Pick every line out of the entries below that holds the string "Hudson", and report them.
---------------
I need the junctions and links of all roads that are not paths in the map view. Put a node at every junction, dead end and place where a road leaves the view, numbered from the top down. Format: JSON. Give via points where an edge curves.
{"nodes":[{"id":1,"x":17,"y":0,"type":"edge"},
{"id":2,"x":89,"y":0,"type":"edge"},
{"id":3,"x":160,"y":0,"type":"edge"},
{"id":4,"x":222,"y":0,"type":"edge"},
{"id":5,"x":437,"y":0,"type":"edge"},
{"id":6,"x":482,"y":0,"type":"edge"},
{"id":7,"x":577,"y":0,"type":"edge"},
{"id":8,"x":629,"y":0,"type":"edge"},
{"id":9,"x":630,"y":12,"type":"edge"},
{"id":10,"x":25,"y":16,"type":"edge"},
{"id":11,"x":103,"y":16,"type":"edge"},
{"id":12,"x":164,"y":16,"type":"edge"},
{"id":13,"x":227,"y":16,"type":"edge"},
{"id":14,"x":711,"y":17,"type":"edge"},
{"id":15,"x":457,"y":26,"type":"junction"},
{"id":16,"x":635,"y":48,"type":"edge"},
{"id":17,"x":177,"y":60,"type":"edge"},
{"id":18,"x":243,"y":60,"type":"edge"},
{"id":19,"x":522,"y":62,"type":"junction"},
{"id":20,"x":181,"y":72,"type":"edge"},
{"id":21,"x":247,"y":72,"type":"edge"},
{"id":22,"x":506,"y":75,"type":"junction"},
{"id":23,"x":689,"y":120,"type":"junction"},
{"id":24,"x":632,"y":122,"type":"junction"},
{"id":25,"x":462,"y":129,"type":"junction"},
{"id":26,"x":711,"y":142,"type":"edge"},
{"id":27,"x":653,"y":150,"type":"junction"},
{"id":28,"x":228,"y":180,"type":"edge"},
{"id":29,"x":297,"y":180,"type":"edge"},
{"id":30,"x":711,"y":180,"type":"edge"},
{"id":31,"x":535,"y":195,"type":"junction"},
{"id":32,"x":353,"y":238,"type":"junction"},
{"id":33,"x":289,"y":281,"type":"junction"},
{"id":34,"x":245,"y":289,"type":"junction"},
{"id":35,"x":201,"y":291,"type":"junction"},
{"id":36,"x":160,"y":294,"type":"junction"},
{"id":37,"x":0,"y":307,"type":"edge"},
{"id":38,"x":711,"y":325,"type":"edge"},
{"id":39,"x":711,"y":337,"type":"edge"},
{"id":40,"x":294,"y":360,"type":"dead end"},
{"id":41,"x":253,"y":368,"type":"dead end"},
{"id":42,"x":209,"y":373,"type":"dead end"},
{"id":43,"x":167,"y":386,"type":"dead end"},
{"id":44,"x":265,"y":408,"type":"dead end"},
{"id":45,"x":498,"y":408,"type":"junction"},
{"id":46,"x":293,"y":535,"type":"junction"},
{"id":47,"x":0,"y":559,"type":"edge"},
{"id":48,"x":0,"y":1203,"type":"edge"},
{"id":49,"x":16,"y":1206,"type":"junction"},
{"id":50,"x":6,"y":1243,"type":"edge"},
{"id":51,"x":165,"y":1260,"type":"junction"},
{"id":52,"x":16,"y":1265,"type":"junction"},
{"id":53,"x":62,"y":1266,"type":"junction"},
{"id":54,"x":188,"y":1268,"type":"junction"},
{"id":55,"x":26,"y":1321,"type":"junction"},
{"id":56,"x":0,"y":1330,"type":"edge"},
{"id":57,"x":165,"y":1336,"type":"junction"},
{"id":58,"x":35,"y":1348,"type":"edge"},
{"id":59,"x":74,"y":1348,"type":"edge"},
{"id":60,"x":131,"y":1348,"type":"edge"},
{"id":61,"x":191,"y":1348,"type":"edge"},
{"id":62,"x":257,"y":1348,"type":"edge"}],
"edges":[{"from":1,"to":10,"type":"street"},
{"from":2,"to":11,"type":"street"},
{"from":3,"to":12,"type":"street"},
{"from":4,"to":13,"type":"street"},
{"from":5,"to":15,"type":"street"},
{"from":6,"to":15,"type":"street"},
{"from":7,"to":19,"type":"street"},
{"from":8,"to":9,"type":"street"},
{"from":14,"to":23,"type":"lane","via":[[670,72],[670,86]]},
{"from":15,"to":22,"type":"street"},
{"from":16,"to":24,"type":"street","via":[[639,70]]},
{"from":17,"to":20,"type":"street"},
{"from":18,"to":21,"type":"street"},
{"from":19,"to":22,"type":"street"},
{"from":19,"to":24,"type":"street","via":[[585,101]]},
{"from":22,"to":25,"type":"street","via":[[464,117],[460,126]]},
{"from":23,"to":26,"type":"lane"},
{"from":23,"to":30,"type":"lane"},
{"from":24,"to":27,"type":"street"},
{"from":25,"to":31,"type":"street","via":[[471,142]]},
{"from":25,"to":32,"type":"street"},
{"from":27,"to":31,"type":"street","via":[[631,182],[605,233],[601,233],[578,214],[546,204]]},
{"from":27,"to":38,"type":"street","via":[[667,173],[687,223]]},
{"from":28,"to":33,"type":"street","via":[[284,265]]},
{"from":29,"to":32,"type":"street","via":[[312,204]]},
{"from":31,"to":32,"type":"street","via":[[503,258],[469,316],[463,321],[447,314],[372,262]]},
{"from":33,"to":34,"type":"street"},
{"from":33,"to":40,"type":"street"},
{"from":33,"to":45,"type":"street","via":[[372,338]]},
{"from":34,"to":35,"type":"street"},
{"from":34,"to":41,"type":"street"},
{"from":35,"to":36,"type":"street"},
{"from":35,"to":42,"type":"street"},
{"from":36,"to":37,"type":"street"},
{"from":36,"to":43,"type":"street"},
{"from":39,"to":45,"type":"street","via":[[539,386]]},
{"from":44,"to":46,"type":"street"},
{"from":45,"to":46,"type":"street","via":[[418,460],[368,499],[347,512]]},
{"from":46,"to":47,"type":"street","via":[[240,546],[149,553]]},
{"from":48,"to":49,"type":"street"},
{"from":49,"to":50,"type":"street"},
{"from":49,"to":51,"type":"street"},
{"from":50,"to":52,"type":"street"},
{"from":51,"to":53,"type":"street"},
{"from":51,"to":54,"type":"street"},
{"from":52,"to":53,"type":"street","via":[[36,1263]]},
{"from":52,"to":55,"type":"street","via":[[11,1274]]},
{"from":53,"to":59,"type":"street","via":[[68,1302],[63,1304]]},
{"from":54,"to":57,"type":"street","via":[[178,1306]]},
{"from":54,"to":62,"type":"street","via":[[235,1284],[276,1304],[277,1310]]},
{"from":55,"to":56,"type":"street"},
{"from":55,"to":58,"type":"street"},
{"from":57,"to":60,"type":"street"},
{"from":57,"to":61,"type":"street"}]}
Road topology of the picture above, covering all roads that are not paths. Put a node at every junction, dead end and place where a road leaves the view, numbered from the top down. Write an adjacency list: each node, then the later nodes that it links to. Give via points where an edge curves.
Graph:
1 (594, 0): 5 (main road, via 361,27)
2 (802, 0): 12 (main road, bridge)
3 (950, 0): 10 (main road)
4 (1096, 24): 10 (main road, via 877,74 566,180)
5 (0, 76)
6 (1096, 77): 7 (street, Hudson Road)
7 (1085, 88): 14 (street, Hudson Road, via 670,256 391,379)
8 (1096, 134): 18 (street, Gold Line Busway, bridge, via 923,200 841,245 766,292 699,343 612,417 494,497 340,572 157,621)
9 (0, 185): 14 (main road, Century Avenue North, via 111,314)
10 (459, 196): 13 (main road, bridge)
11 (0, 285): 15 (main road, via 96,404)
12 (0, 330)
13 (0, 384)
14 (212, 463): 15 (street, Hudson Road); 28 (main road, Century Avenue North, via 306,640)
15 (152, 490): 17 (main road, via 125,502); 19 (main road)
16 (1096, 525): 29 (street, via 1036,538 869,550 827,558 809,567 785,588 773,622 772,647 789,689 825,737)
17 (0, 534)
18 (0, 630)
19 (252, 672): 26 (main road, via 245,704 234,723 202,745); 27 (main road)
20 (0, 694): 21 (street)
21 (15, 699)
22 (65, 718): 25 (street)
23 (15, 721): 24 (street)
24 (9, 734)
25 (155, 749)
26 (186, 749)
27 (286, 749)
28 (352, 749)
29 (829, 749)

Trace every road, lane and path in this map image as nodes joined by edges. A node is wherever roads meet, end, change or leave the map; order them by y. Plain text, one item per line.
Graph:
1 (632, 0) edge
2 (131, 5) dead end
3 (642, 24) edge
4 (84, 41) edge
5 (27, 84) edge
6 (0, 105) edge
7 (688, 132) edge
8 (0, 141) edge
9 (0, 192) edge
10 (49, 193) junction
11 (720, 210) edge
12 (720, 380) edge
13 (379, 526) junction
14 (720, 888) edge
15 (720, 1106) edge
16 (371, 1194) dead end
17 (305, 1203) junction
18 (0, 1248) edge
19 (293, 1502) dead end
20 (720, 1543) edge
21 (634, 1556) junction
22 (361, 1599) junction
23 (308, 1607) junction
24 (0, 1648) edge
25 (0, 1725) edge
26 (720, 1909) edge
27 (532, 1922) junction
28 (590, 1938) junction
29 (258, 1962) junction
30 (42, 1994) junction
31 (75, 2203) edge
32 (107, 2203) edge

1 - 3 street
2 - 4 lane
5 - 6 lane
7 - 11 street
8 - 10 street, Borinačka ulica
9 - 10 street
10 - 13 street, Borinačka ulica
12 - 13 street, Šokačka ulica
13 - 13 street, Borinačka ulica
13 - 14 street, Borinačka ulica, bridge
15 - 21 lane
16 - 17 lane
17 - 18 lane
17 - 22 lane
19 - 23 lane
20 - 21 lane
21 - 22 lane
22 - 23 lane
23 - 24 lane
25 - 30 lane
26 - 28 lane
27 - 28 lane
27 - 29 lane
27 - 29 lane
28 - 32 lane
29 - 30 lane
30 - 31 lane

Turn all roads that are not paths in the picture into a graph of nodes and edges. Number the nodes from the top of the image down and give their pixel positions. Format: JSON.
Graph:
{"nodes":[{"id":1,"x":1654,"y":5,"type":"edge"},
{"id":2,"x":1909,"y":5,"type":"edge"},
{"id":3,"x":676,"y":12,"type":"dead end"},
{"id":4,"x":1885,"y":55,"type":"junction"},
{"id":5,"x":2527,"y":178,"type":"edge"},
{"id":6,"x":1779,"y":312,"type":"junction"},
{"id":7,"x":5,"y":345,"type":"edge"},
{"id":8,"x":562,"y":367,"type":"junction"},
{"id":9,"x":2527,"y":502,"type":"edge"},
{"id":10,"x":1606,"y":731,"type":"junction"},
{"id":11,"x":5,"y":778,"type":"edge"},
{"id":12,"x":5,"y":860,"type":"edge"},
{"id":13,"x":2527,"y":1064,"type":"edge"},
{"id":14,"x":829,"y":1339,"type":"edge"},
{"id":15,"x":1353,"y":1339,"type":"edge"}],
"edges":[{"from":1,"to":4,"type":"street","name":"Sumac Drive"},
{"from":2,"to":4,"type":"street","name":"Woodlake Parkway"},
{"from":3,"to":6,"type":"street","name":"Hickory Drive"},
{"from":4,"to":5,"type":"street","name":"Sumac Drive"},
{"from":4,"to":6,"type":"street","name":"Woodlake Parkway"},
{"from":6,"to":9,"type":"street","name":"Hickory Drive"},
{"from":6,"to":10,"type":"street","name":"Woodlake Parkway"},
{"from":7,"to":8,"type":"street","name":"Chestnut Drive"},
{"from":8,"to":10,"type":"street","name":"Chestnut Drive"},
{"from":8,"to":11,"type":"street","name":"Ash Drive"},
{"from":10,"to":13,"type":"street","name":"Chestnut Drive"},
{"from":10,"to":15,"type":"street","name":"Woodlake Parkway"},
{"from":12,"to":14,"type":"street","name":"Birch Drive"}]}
---------------
> **Worked solution**:
6 (1096, 77): 7 (street, Hudson Road)
7 (1085, 88): 14 (street, Hudson Road, via 670,256 391,379)
14 (212, 463): 15 (street, Hudson Road); 28 (main road, Century Avenue North, via 306,640)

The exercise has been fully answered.